Troubleshooting: Spindle Hooks

Can any of you lovely spinners share some advice with me? I love spindle spinning–so easy to take with me–but I have yet to figure out a good way to remove the yarn from the shaft. My current method is to loosely hold the end of the shaft while I wind it off with a ball winder, but that has problems. How do you all do it?

One of the primary problems with that method drew my attention for a frequent flaw in good spindles: wimp-ass hooks. You know what I mean–the tiny thread of wire poked in there and bent into shape as if it’s not going to have to be reshaped every three days. So annoying. But here’s how you fix that problem: stick a better hook in it.

Step 1: Remove the old wire.

You can probably do this with no hands. Maybe get some pliers if it’s giving you trouble, but I have yet to meet the wire that wouldn’t just pop out. Most of those thin wire hooks that are so prone to bending do not have screw bases, but if it’s really giving you a fight, try lefty-loosey to get it moving.

Step 2: Buy a cup hook.

These 1/2″ brass cup hooks from Home Depot work pretty well. They have bigger sizes if you’re working with a large spindle, but for smaller, you’ll need to check out McMaster-Carr. They go down to 1/4″ and also have some interesting stainless steel options for 1/2″ hooks. The downside there is that you have to buy in high quantities, but they’re much cheaper per unit than Home Depot, and if you’re a big spinner, you might just go through them. Besides, I find cup hooks to be more broadly useful for house projects, so it probably doesn’t hurt to have too many lying around.

Step 3: Pre-drill the hole.

Seriously. Don’t just try to screw the hook into the wire’s hole. It’s not big enough and you’ll crack the shaft and then you’ll have to do Step Whoops-a-daisy, which adds time and work and materials. Use a drill bit that is slightly smaller than the screw post of your cup hook. You can wiggle it around if you need to make the hole bigger, but fixing a hole that’s too big is more of an issue, so stick with small. Most sets don’t have a bit small enough for the 1/2″ hook mentioned above, so take your hooks to Home Depot and compare the specialty bits to find the right one for your drill. As you drill, stop and test the hook carefully until you get the right size and depth.

Centering the hole is not the world’s easiest task, which is probably the reason for the super-light wires on so many spindles, but so far I have found using the center of an + drawn across the top of the shaft as the center point of the drill bit to keep my spin true enough, and doing that once has been, for me, easier and more accurate than futzing around with heating and bending those stupid wires into place every other day.

Step Whoops-a-Daisy: Fix that cracked shaft.

Didn’t read step 3 very carefully, did you? It’s okay. I did the same thing the first time I replaced a wire hook.

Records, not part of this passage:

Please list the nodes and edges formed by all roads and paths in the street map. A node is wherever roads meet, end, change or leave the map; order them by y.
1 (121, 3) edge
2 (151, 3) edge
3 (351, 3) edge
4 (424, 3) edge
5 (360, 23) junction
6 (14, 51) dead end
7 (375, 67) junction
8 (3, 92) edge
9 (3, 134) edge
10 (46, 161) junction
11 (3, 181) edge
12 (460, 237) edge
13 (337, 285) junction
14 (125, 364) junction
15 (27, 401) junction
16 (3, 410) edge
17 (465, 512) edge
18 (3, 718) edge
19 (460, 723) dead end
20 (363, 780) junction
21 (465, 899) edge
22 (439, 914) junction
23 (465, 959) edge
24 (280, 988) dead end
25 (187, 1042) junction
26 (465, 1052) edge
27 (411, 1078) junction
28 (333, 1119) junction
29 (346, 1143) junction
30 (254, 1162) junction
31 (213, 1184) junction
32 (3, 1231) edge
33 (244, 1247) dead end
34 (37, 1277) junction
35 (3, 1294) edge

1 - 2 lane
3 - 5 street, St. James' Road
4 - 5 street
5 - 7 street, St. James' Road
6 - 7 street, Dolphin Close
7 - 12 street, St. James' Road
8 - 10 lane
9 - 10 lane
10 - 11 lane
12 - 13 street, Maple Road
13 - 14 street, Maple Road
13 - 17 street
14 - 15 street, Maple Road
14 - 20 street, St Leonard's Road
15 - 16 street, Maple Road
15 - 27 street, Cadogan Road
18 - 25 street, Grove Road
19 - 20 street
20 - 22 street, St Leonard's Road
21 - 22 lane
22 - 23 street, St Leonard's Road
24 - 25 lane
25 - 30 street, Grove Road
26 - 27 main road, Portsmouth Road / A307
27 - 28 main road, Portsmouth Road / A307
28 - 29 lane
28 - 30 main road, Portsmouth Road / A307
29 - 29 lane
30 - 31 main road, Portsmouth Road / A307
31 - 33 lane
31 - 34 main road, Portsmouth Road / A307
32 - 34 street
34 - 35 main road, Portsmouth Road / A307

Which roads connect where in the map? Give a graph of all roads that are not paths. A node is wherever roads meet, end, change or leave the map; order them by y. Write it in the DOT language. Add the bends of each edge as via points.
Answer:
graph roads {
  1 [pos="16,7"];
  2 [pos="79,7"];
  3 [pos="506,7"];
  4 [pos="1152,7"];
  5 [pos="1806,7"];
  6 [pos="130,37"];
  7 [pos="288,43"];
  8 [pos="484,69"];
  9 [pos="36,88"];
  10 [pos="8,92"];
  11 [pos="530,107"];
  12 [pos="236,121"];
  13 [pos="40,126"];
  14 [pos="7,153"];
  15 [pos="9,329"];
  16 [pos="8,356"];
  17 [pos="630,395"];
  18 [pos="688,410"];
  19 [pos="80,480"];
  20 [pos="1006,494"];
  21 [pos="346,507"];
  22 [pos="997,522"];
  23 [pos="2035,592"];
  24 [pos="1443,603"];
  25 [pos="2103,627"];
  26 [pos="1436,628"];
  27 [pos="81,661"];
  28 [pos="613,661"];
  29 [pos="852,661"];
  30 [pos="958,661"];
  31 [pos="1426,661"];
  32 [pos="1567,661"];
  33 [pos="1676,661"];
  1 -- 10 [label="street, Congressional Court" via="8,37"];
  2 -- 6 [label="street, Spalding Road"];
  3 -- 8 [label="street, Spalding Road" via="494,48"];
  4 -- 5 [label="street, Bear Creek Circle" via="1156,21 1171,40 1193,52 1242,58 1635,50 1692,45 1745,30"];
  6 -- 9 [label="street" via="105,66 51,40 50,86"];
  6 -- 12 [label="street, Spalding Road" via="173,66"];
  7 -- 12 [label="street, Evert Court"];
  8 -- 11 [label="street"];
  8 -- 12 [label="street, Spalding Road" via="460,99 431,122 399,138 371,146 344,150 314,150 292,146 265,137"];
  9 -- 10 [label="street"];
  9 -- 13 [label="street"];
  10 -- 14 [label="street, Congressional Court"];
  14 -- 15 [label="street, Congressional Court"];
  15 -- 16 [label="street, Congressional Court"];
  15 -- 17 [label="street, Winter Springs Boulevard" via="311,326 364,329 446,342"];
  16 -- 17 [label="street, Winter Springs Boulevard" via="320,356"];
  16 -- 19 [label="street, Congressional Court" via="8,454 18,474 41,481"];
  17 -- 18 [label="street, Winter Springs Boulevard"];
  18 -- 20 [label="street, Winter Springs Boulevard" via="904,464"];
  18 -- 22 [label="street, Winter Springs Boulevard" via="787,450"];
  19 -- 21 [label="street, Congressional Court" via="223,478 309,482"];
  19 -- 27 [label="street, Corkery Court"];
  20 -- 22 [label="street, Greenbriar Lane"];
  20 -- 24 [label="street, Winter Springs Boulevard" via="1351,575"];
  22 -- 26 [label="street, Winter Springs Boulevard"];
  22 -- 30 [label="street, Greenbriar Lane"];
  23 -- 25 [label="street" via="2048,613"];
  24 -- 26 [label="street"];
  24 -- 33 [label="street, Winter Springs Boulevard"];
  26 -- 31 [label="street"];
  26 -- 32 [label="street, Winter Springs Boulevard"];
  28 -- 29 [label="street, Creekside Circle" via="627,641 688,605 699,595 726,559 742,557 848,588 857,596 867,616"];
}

The fix is simple enough. Grab your wood glue and dab it generously into the cracks. Clamp the shaft back together and wait 24 hours for the glue to set. Sand off any bumps of dried glue if necessary, then go back and do step 3 properly.

Step 4: Screw in the hook.

Do I really need to explain this more? Righty-tighty. If you hit resistance, back up and drill a bit more. Because spindle shifts are so small, they are very easy to accidentally crack, so don’t force the screw to keep turning.

Ta-da! That wasn’t so difficult, right? And now you don’t have to worry about bending the hook back into shape every time you (ahem) drop the spindle. Or bang it about trying to get the yarn off. Speaking of which, don’t forget to comment and save me from my own ineptness in getting the yarn off my spindles!